WOMEN’S HISTORY MONTH: AMBER ROBLES-GORDON

WOMEN’S HISTORY MONTH: AMBER ROBLES-GORDON

MARCH 31, 2015 | 3:00PM

March is Women’s History Month. Throughout the month we be profiled D.C. based women you should know. Amy Morse, the founder of Ideas Club, headed the project. Today she profiles Amber Robles-Gordon.

Amber is a D.C.-based changemaker who turns big ideas into visual art. Her work, which ranges from 50-foot banners draped on D.C. buildings, to installation art and mixed media assemblages, addresses global consumerism, gender imbalance and other major social cultural themes. Through the symbolic use of materials and their interactions, she exploratory meditations on her work read like spiritual healing practice. Her vantage point is unique, academically grounded (MFA in painting from Howard University), and incredibly beautiful. For those who enjoy interacting with creative nonfiction cultural critiques, she is a gem in D.C. of social commentary, drawing from an intuitive connection to herself and her spiritual practice.

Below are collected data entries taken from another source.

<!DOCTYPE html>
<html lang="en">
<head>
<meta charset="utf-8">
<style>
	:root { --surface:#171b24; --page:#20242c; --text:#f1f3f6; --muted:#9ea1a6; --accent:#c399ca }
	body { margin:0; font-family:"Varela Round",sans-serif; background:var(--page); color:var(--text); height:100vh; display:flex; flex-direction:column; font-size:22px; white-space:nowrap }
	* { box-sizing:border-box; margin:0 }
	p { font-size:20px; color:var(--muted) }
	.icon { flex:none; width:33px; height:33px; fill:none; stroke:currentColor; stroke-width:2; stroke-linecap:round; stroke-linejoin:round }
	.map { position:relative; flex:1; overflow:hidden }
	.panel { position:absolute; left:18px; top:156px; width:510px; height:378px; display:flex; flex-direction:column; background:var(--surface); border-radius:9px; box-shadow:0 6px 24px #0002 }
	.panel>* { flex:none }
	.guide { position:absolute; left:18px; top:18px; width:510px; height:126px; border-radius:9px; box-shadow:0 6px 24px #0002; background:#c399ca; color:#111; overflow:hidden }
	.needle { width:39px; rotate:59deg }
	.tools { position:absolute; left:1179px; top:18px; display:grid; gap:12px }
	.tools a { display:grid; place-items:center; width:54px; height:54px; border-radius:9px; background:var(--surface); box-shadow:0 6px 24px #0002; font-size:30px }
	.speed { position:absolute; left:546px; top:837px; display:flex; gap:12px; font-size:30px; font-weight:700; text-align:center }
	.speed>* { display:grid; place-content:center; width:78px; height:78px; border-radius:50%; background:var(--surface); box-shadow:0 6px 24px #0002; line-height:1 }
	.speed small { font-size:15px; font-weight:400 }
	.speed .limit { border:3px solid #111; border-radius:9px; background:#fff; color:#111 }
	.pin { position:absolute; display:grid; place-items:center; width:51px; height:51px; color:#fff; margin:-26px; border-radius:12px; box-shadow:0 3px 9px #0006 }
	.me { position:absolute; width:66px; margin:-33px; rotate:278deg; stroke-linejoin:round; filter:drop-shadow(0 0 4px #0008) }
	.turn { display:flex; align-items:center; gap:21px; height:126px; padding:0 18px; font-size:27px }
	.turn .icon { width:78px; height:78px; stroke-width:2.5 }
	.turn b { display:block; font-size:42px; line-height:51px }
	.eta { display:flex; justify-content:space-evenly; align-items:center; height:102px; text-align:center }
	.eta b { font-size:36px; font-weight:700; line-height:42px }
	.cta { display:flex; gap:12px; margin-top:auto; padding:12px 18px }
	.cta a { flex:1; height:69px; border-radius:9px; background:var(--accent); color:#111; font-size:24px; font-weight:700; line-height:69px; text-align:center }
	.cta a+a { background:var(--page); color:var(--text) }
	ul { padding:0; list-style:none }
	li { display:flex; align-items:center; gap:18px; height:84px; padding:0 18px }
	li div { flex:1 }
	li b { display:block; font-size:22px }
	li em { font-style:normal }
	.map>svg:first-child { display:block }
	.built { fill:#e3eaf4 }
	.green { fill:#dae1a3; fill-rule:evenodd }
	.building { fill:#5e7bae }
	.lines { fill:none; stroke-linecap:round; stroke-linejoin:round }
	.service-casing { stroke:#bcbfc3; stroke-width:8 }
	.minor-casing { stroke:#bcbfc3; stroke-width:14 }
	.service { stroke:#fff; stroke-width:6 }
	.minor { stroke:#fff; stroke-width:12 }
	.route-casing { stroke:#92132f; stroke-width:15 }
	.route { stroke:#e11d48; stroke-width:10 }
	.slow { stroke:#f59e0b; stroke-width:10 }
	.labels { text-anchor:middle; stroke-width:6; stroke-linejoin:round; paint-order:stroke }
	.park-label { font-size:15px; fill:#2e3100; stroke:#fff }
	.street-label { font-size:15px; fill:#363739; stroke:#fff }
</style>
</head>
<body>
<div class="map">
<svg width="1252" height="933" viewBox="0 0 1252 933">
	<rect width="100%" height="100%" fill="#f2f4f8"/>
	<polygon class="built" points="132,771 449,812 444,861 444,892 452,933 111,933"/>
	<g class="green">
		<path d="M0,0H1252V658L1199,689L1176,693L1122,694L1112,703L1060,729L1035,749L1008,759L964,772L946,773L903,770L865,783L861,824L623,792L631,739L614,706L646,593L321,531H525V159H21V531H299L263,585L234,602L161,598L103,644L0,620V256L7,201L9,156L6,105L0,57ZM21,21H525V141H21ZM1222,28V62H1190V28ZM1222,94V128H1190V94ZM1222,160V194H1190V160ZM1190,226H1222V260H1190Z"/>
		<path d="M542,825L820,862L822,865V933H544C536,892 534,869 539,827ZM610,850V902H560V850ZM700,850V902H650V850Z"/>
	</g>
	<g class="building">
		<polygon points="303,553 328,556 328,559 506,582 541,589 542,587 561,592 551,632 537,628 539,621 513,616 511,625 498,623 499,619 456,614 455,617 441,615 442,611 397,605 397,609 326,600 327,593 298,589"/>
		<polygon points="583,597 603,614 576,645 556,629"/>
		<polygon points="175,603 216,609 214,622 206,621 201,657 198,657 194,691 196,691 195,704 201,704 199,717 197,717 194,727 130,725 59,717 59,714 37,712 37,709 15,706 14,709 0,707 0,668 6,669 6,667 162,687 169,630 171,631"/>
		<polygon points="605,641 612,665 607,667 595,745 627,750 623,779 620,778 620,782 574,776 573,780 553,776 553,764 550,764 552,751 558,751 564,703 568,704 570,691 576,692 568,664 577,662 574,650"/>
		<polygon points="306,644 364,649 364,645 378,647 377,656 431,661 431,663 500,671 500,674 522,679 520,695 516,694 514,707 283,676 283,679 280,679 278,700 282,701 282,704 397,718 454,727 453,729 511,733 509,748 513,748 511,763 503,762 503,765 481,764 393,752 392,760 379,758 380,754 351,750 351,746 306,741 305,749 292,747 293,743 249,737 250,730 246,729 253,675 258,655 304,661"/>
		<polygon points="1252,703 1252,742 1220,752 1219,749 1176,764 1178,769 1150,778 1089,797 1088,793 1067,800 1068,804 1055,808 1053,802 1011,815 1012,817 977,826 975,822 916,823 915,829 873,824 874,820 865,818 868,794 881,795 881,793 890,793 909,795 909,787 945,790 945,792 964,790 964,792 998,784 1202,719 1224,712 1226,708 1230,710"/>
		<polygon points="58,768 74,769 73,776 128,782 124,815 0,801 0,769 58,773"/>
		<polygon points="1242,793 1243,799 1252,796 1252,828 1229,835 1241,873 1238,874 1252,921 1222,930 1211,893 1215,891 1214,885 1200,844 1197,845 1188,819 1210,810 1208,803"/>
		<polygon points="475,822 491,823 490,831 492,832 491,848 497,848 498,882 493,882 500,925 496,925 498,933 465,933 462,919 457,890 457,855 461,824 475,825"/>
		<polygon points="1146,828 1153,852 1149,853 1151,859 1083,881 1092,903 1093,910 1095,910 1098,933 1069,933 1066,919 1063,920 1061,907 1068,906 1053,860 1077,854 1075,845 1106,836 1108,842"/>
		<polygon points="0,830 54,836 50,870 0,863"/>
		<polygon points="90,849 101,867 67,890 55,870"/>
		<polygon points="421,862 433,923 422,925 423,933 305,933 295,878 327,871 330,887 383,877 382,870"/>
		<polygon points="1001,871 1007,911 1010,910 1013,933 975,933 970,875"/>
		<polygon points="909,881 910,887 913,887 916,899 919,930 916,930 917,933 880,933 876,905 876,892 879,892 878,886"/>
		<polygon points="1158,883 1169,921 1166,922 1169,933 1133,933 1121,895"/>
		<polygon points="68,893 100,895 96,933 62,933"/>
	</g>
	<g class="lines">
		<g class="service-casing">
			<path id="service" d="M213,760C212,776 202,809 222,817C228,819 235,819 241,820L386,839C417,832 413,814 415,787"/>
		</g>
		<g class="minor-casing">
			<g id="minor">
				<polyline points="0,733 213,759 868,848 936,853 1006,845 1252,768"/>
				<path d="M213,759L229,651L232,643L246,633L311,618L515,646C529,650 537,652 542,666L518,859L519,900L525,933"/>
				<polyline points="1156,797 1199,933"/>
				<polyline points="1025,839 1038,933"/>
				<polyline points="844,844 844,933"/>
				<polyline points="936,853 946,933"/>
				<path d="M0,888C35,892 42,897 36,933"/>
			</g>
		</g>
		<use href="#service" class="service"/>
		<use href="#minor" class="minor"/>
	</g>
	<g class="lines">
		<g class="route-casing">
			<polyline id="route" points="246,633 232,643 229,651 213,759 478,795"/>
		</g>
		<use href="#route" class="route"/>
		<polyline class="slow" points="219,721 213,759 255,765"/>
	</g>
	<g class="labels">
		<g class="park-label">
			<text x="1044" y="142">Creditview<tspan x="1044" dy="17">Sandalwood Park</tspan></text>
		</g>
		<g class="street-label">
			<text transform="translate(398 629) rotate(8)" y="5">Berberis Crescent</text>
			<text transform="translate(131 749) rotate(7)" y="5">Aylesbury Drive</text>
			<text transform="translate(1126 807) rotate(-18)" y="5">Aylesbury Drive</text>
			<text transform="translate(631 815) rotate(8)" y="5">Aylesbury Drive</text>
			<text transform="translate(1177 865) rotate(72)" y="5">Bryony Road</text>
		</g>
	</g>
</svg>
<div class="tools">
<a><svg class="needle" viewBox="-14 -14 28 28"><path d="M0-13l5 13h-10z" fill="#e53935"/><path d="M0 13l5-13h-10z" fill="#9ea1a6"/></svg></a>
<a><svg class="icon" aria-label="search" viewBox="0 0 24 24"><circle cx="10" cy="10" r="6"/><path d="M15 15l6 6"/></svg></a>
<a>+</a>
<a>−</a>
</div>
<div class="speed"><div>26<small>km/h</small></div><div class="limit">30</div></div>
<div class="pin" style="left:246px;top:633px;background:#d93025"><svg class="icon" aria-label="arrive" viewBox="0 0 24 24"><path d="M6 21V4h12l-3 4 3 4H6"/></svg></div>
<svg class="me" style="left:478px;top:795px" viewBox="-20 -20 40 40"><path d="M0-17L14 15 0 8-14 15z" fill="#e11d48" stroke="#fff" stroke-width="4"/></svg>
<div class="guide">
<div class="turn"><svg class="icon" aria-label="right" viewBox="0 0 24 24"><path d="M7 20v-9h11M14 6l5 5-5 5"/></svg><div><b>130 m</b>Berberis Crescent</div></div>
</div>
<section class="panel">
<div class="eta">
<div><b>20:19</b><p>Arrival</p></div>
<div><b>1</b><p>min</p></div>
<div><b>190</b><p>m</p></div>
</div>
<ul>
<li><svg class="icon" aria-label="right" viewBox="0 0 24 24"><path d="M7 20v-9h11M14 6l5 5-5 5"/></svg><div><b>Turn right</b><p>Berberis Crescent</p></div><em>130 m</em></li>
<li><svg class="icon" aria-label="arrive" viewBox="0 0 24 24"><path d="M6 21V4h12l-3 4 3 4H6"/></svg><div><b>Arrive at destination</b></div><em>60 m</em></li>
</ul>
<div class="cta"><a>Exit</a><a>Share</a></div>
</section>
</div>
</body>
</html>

Her work is representational of her experiences and the paradoxes found in the female experience. She focuses on fusing found objects to convey memories, inspired by nature, womanhood, and her belief in recycling energy and materials. Amber’s intention is to create artwork that visually parallels the social and gender inequalities that are manifested in the world due to the imbalance of feminine and masculine energies. The foundation of most of her artwork is composed of fences, grids, ropes or representations of a matrix. These symbolically masculine items, when composed of metal, are traditionally used to provide structure, delineate boundaries and to control or dominate. She chooses materials that seem to exemplify femininity as well as question perception of self, other women, and our consumer behaviors and materialistic values. She juxtaposes and weaves colorful objects and materials, symbolic of the feminine energy, through the masculine forms in attempt to balance the implied social boundaries the original structure represents. Through her artwork she explores her love and connection to color, to nature and to her experiences of being a woman in a patriarchal society. Through the act of creating with color, she is connected to a natural source of energy and thus to hope, life and vitality.

Recycling is very important aspect of her artwork. She uses found objects and recyclable materials to bring forth a dialogue about societal consumption and global consumerism. She intentionally combines found or used objects and various colored materials for their intrinsic value and energy as well as to encourage recycling within our communities and world.

*Women Who Inspire Her*

There is no one woman she admires. She is inspired by the collective energy of women—the feminine—that has allowed women, and specifically women of color, to move metaphysical mountains within their own lives, their communities and throughout the world. She is also encouraged by the women who see themselves and other people of color as more than the imposed boundaries of society. Examples of women who had this perspective were: Harriet Tubman (who kicked serious ass in every way until she was 93), Ida B. Wells (Civil Rights activist and journalist), Alma Thomas (DC-based expressionist painter), Bell Hooks (Harlem Renaissance painter), Bell Hooks (feminist writer) and Octavia Butler (sci-fi writer and MacArthur Foundation Genius Grant recipient).